Pose estimation data:
────

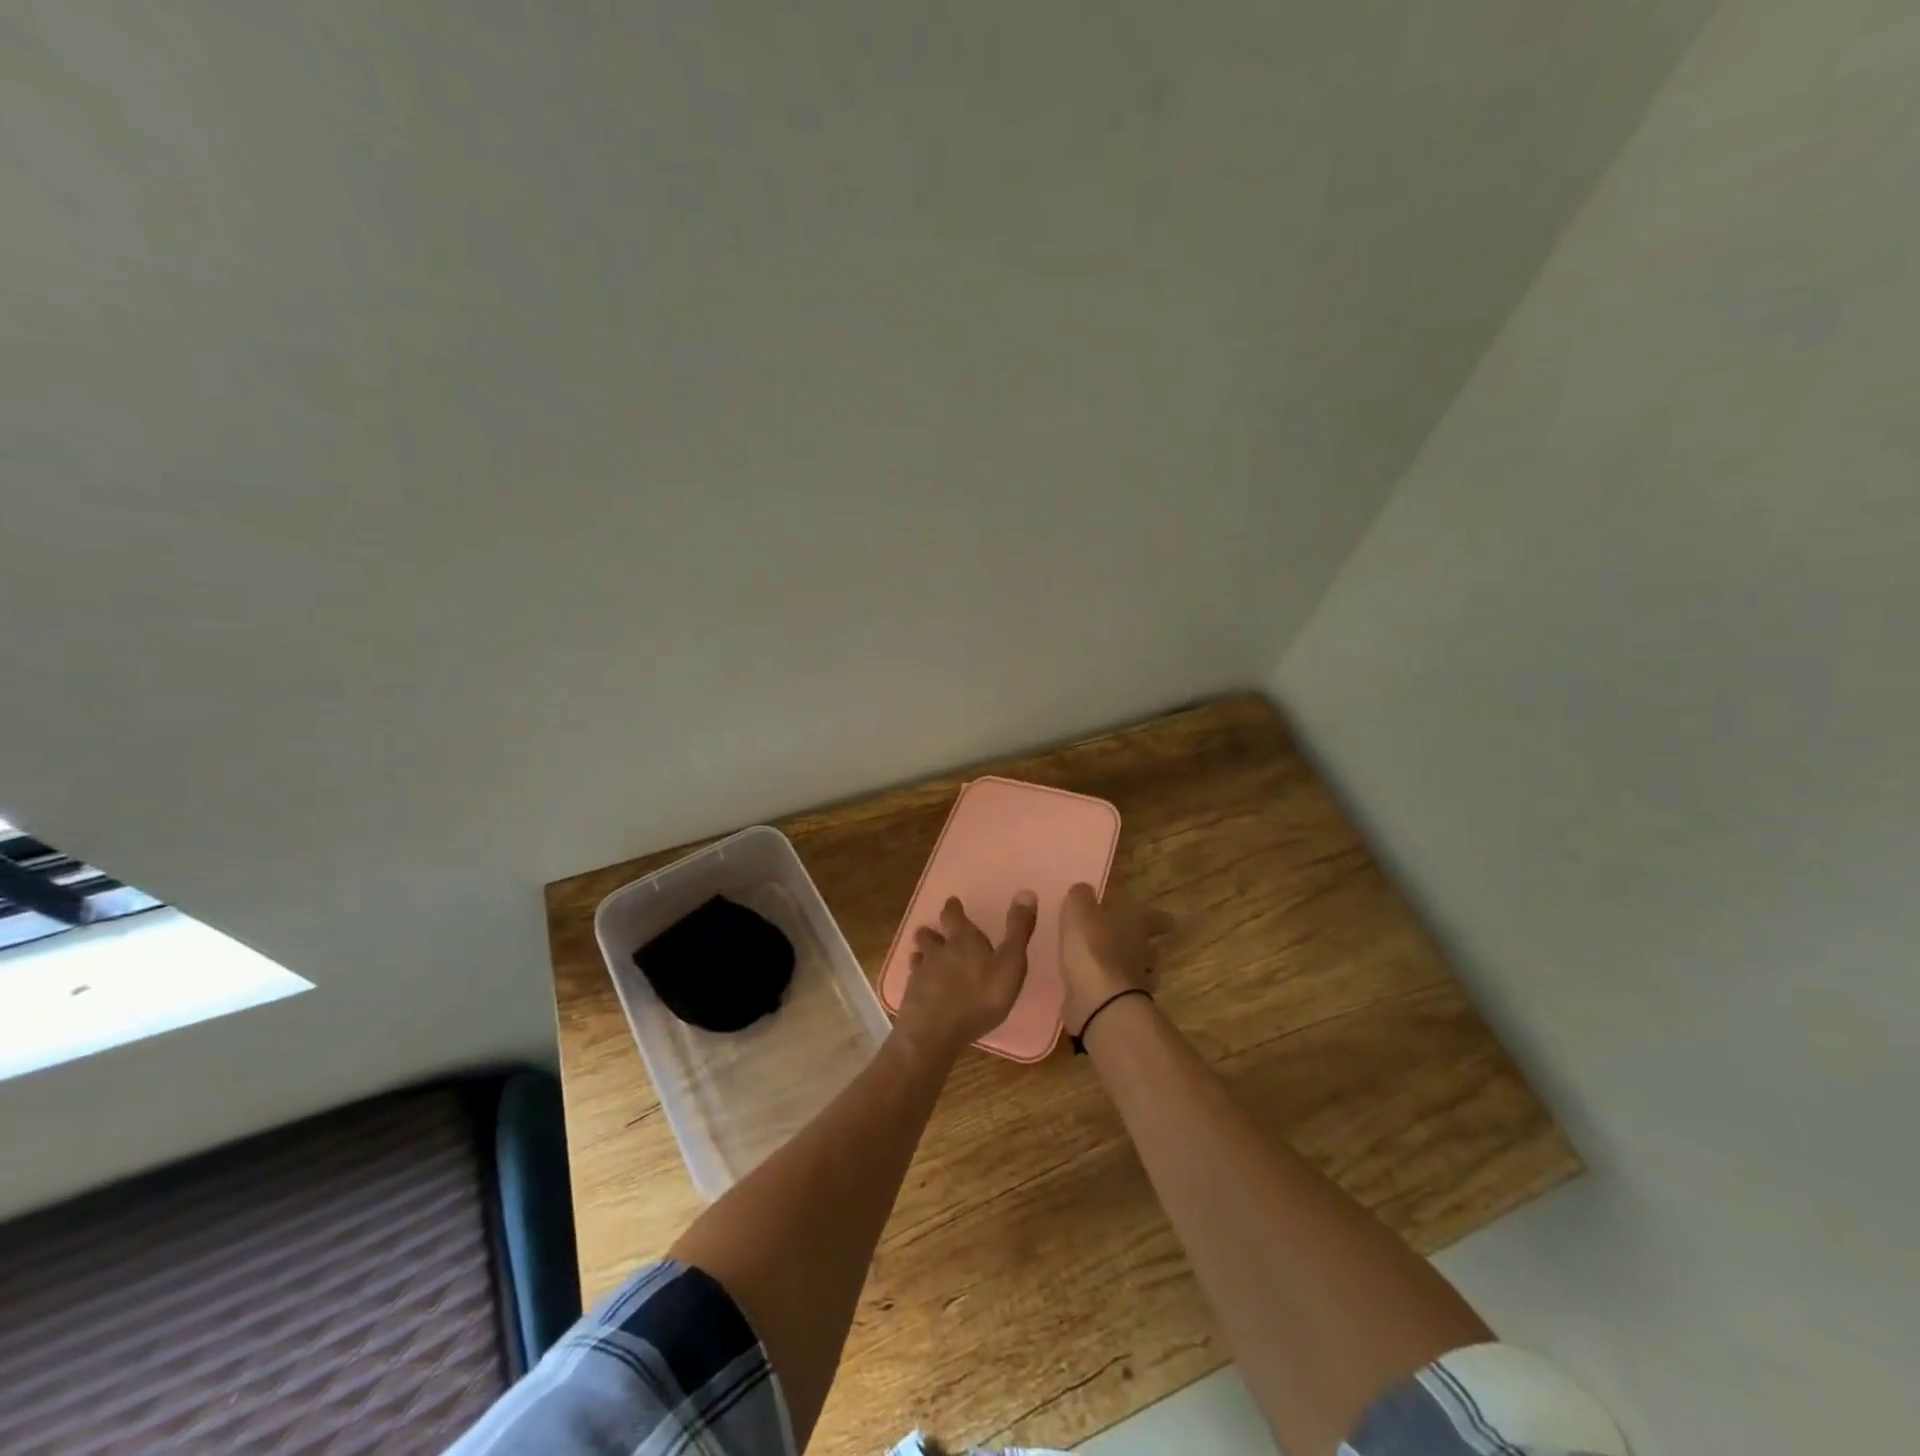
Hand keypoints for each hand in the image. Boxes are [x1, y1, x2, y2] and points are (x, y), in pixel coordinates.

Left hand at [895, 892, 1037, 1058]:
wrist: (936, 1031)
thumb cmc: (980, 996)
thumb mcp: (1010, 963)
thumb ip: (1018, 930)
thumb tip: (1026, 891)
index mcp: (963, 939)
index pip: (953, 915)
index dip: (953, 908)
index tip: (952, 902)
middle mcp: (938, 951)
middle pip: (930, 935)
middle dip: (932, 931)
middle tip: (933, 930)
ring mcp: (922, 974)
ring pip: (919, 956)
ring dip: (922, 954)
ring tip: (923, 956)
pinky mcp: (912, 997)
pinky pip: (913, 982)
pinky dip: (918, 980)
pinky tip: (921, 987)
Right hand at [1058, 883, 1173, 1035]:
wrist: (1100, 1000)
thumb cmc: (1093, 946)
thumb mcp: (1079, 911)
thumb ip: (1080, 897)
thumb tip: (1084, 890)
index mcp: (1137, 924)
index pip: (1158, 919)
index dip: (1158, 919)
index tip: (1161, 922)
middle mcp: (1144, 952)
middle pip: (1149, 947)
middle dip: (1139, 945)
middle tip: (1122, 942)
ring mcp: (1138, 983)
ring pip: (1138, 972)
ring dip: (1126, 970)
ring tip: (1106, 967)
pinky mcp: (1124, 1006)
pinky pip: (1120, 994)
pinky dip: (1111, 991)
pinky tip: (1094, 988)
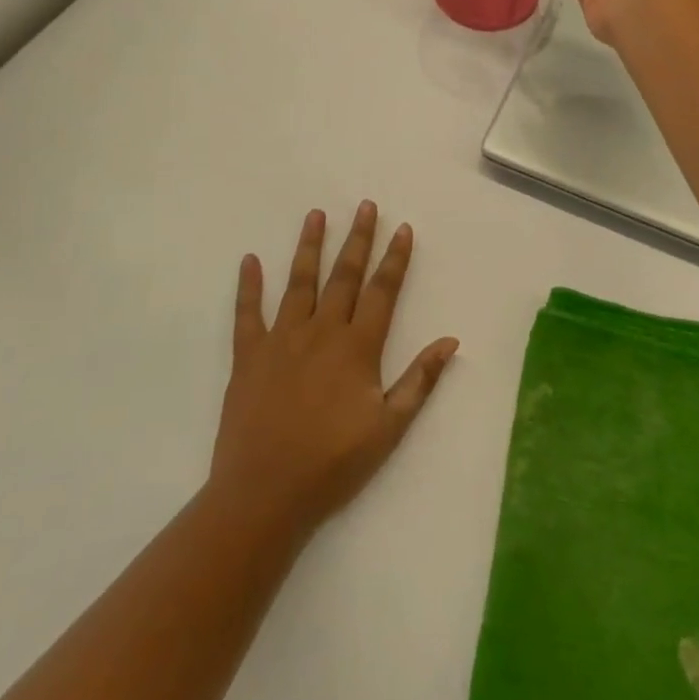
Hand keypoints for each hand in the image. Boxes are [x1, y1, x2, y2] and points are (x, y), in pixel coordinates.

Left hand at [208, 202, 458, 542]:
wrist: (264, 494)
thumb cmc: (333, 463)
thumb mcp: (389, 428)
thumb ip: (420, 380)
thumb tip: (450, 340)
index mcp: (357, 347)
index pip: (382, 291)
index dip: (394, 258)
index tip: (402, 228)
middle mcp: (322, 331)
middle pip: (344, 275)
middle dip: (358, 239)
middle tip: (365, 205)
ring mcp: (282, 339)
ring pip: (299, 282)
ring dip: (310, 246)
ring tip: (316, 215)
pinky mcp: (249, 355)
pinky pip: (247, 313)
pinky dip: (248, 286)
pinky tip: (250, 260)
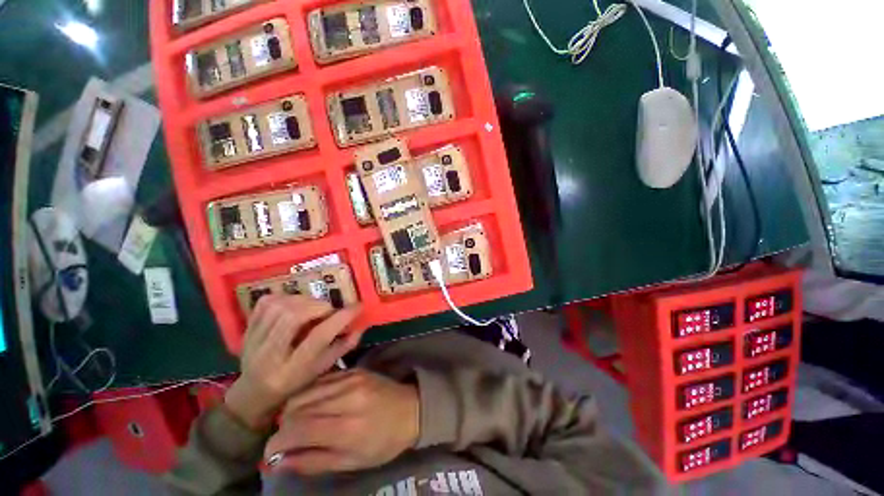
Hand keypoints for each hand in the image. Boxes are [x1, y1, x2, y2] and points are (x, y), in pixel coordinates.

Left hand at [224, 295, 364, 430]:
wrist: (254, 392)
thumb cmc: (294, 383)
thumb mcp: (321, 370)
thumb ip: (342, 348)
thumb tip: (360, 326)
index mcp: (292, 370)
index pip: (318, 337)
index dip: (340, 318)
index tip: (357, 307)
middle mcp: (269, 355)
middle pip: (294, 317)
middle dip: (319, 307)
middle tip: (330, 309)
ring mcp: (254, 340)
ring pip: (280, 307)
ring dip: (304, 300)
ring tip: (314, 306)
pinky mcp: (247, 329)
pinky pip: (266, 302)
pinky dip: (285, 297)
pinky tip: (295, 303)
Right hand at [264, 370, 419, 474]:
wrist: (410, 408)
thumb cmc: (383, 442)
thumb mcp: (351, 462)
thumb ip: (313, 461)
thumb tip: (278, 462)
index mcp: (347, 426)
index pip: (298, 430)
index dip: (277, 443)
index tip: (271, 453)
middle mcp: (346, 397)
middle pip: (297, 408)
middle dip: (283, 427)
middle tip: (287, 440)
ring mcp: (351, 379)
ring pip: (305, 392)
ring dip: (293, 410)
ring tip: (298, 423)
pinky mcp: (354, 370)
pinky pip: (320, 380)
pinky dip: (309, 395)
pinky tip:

────

**What is required:** Please repeat, with no pictures, each line from the start of the records above through the line with "index pip: (953, 915)", inclusive, and only those.

**Reply to the exercise:**
Hand keypoints for each hand in the image. Boxes are [x1, y1, x2, y2] and points are (x, y), in pixel coordinates.

Left hand at [895, 892, 1037, 1058]:
wrist: (936, 1031)
thumb cmc: (980, 996)
thumb mcp: (1010, 963)
thumb ip: (1018, 930)
thumb tip: (1026, 891)
index mcp: (963, 939)
index pip: (953, 915)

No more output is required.